[[ Source records, beginning ]]

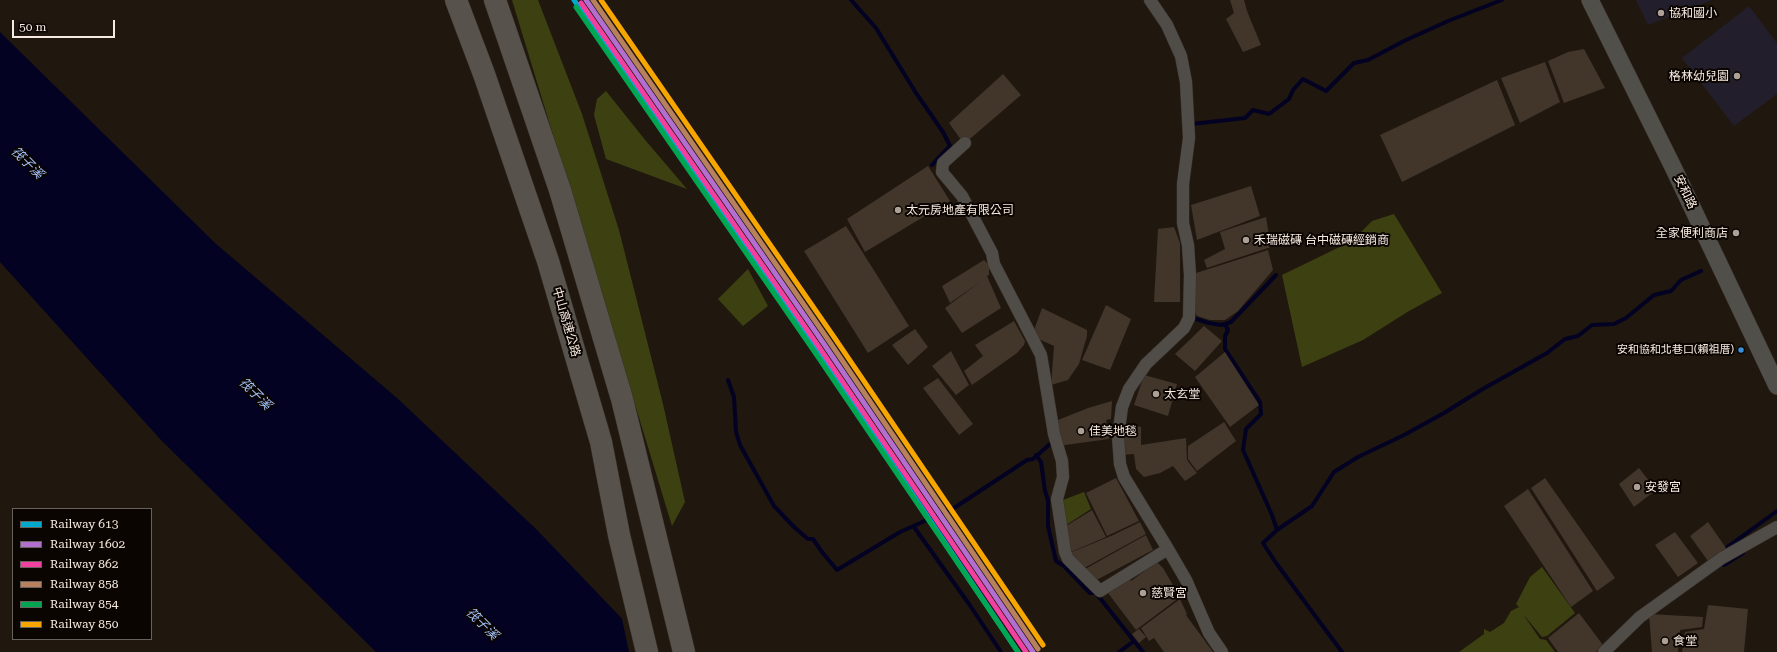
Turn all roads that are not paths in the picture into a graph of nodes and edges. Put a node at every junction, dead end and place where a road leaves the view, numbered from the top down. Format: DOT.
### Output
graph roads {
  1 [pos="456,0"];
  2 [pos="495,0"];
  3 [pos="1150,0"];
  4 [pos="1590,0"];
  5 [pos="965,143"];
  6 [pos="1777,386"];
  7 [pos="1777,527"];
  8 [pos="1168,549"];
  9 [pos="647,652"];
  10 [pos="684,652"];
  11 [pos="1222,652"];
  12 [pos="1604,652"];
  1 -- 9 [label="highway, 中山高速公路"];
  2 -- 10 [label="highway"];
  3 -- 8 [label="street"];
  4 -- 6 [label="main road, 安和路"];
  5 -- 8 [label="street"];
  7 -- 12 [label="street"];
  8 -- 11 [label="street"];
}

[[ Source records, end ]]

Exercise objective: Print the listing above in full, exactly as written. Omit any pictures.

Task result:
Turn all roads that are not paths in the picture into a graph of nodes and edges. Put a node at every junction, dead end and place where a road leaves the view, numbered from the top down. Format: DOT.
### Output
graph roads {
  1 [pos="456,0"];
  2 [pos="495,0"];
  3 [pos="1150,0"];
  4 [pos="1590,0"];
  5 [pos="965,143"];
  6 [pos="1777,386"];
  7 [pos="1777,527"];
  8 [pos="1168,549"];
  9 [pos="647,652"];
  10 [pos="684,652"];
  11 [pos="1222,652"];
  12 [pos="1604,652"];
  1 -- 9 [label="highway, 中山高速公路"];
  2 -- 10 [label="highway"];
  3 -- 8 [label="street"];
  4 -- 6 [label="main road, 安和路"];
  5 -- 8 [label="street"];
  7 -- 12 [label="street"];
  8 -- 11 [label="street"];
}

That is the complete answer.